Collected data
-------
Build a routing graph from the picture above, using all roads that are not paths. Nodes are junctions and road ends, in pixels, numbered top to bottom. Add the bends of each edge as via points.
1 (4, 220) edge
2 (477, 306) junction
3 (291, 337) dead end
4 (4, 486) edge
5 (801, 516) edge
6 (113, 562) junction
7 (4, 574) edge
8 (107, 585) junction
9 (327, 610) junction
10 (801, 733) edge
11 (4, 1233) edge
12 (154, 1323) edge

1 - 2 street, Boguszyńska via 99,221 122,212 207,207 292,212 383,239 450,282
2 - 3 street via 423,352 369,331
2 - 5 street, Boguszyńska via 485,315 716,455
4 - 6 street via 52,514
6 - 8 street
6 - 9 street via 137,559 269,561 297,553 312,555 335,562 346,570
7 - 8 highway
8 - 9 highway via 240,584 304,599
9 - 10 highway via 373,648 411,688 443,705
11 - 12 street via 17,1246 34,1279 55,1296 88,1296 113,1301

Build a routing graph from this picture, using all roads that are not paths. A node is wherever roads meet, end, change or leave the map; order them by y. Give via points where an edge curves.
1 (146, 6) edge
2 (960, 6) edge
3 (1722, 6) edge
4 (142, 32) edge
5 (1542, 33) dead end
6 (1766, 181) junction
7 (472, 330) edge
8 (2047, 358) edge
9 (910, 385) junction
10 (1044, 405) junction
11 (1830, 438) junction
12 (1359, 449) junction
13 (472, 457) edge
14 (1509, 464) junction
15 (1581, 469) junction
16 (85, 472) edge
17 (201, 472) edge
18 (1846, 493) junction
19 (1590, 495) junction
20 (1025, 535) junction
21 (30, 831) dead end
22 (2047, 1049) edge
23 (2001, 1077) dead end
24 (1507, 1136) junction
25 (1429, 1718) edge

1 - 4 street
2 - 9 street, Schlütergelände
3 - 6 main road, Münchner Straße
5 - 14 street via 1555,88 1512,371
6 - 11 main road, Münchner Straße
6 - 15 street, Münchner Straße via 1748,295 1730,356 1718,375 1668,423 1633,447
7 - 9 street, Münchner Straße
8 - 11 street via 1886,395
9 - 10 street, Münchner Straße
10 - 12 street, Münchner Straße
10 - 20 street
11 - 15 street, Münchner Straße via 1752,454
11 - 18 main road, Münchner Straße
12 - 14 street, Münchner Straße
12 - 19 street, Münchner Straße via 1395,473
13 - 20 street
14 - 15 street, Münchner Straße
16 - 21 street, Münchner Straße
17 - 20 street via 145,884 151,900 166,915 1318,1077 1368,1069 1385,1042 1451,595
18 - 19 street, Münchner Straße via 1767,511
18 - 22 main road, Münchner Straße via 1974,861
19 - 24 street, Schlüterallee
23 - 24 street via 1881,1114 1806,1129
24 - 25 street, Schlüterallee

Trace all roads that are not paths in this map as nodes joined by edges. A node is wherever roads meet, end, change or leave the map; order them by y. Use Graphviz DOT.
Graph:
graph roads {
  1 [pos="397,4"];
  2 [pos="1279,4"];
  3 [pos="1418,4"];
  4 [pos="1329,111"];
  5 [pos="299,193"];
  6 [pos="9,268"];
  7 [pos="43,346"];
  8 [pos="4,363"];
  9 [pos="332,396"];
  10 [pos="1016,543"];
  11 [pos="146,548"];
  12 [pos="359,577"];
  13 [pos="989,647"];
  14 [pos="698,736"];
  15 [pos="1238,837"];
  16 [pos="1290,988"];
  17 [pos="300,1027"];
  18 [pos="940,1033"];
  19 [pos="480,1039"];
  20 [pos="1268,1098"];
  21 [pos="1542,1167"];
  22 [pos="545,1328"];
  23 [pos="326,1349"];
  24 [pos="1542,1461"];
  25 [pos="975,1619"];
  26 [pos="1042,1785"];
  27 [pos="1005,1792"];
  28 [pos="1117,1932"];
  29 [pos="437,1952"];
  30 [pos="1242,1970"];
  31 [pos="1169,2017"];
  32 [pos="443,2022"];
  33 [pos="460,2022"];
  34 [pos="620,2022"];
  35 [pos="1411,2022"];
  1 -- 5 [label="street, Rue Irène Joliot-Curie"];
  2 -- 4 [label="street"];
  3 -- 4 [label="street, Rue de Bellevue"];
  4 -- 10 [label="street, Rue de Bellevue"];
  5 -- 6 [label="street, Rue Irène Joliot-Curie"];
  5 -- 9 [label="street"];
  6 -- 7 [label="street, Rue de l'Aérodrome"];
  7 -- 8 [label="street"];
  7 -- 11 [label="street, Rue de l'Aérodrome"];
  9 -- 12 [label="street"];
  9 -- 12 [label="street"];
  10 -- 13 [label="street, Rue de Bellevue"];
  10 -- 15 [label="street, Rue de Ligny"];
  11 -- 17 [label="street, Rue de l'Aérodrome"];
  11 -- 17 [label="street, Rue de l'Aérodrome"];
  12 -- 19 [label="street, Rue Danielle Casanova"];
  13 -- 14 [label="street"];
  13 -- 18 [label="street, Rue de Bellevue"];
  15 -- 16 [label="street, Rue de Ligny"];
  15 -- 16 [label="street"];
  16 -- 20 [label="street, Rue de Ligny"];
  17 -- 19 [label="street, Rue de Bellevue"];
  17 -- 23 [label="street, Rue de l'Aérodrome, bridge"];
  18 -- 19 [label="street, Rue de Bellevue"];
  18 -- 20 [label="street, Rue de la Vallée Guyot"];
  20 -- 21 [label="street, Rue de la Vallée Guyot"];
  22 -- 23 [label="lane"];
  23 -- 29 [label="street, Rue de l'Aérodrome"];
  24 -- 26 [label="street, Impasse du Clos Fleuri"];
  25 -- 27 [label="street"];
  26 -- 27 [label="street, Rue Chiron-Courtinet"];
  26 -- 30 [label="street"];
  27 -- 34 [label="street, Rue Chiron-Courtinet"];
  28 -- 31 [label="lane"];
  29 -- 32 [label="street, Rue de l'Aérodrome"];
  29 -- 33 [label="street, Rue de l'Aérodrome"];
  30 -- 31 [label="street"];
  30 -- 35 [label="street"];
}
-------
▶ _Task statement_: Look through the entries for the string "from". Every line that has it belongs in the answer.

▶ _Worked solution_:
Build a routing graph from the picture above, using all roads that are not paths. Nodes are junctions and road ends, in pixels, numbered top to bottom. Add the bends of each edge as via points.
Build a routing graph from this picture, using all roads that are not paths. A node is wherever roads meet, end, change or leave the map; order them by y. Give via points where an edge curves.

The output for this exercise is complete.